The Bad Astronomer writes "Using a combination of Hubble and Swift observations, astronomers have apparently witnessed some of a planet's atmosphere being peeled away by a powerful stellar blast. HD 189733b orbits its star just 4 million km from the surface, and a few hours after Swift detected a big X-ray flare from the star, Hubble data revealed a big jump in hydrogen absorption as the planet transited the star. This indicates the planet's atmosphere was blasted off by the flare to the tune of a thousand tons of hydrogen per second. The planet is so hot it probably already loses a substantial amount of air to space all the time, but this spike is the first time a change in an exoplanet's atmosphere has been detected."

2 of 34 comments (clear)

  1. It could happen here by sl4shd0rk · · Score: 4, Informative

    When stars go supernova, they sometimes release large Gamma Ray Bursts which are far more devastating to an atmosphere than X-rays.

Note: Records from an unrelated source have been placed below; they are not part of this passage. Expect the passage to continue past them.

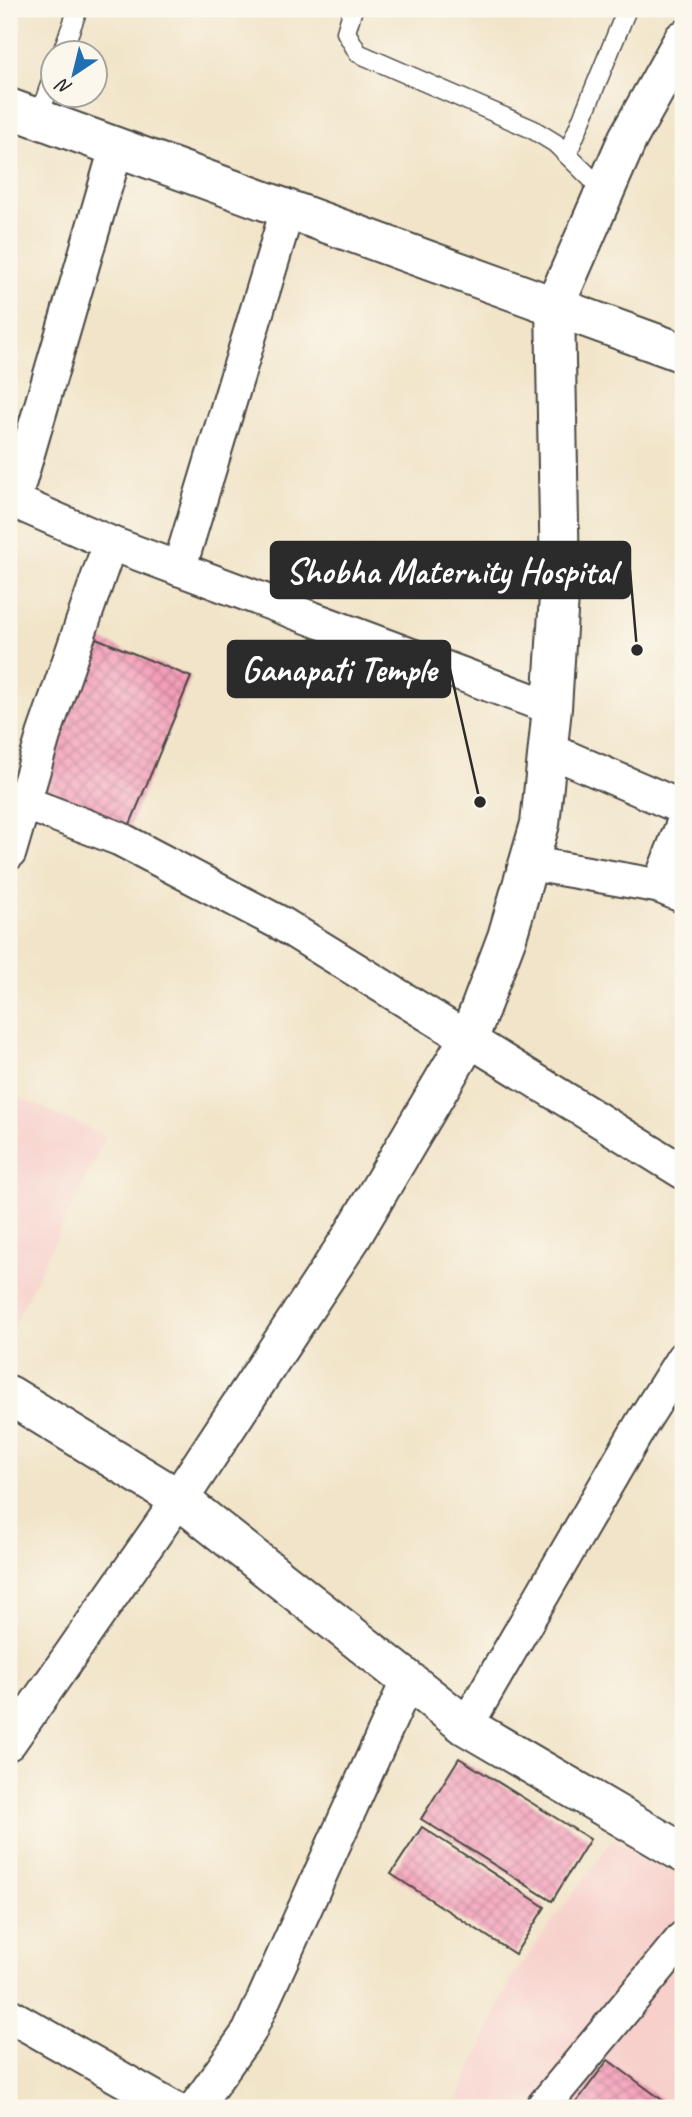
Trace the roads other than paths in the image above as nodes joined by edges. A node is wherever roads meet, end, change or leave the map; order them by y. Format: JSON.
{"nodes":[{"id":1,"x":78,"y":9,"type":"edge"},
{"id":2,"x":353,"y":9,"type":"edge"},
{"id":3,"x":627,"y":9,"type":"edge"},
{"id":4,"x":67,"y":38,"type":"edge"},
{"id":5,"x":683,"y":40,"type":"edge"},
{"id":6,"x":38,"y":95,"type":"edge"},
{"id":7,"x":23,"y":113,"type":"edge"},
{"id":8,"x":117,"y":146,"type":"junction"},
{"id":9,"x":567,"y":155,"type":"junction"},
{"id":10,"x":605,"y":192,"type":"junction"},
{"id":11,"x":288,"y":208,"type":"junction"},
{"id":12,"x":555,"y":305,"type":"junction"},
{"id":13,"x":683,"y":353,"type":"edge"},
{"id":14,"x":12,"y":500,"type":"edge"},
{"id":15,"x":110,"y":543,"type":"junction"},
{"id":16,"x":179,"y":569,"type":"junction"},
{"id":17,"x":552,"y":708,"type":"junction"},
{"id":18,"x":547,"y":749,"type":"junction"},
{"id":19,"x":16,"y":800,"type":"edge"},
{"id":20,"x":683,"y":808,"type":"edge"},
{"id":21,"x":683,"y":824,"type":"edge"},
{"id":22,"x":9,"y":853,"type":"edge"},
{"id":23,"x":528,"y":863,"type":"junction"},
{"id":24,"x":671,"y":891,"type":"edge"},
{"id":25,"x":469,"y":1038,"type":"junction"},
{"id":26,"x":683,"y":1172,"type":"edge"},
{"id":27,"x":683,"y":1358,"type":"edge"},
{"id":28,"x":9,"y":1395,"type":"edge"},
{"id":29,"x":179,"y":1499,"type":"junction"},
{"id":30,"x":408,"y":1679,"type":"junction"},
{"id":31,"x":467,"y":1726,"type":"junction"},
{"id":32,"x":9,"y":1743,"type":"edge"},
{"id":33,"x":683,"y":1853,"type":"edge"},
{"id":34,"x":683,"y":1938,"type":"edge"},
{"id":35,"x":9,"y":2015,"type":"edge"},
{"id":36,"x":173,"y":2108,"type":"edge"},
{"id":37,"x":195,"y":2108,"type":"edge"},
{"id":38,"x":542,"y":2108,"type":"edge"}],
"edges":[{"from":1,"to":4,"type":"lane"},
{"from":2,"to":9,"type":"lane"},
{"from":3,"to":9,"type":"lane"},
{"from":5,"to":10,"type":"street"},
{"from":6,"to":7,"type":"lane"},
{"from":7,"to":8,"type":"street"},
{"from":8,"to":11,"type":"street"},
{"from":8,"to":14,"type":"street"},
{"from":9,"to":10,"type":"lane"},
{"from":10,"to":12,"type":"street"},
{"from":11,"to":12,"type":"street"},
{"from":11,"to":16,"type":"street"},
{"from":12,"to":13,"type":"street"},
{"from":12,"to":17,"type":"street"},
{"from":14,"to":15,"type":"street"},
{"from":15,"to":16,"type":"street"},
{"from":15,"to":19,"type":"street"},
{"from":16,"to":17,"type":"street"},
{"from":17,"to":18,"type":"street"},
{"from":18,"to":20,"type":"street"},
{"from":18,"to":23,"type":"street"},
{"from":19,"to":22,"type":"street"},
{"from":19,"to":25,"type":"street"},
{"from":21,"to":24,"type":"street"},
{"from":23,"to":24,"type":"street"},
{"from":23,"to":25,"type":"street"},
{"from":25,"to":26,"type":"street"},
{"from":25,"to":29,"type":"street"},
{"from":27,"to":31,"type":"street"},
{"from":28,"to":29,"type":"street"},
{"from":29,"to":30,"type":"street"},
{"from":29,"to":32,"type":"street"},
{"from":30,"to":31,"type":"street"},
{"from":30,"to":37,"type":"street"},
{"from":31,"to":33,"type":"street"},
{"from":34,"to":38,"type":"street"},
{"from":35,"to":36,"type":"street"}]}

GRBs can cover great distances too. Currently a star named WR 104 which is 8000 light years from earth seems to be pointing straight at us. If it goes GRB when it explodes, we may be in for trouble. There's enough energy there (even at that insance distance) to cause wide spread extinction on the planet.

    Interestingly enough, it may have already happened but the light from it, and/or the GRB, hasn't gotten here yet.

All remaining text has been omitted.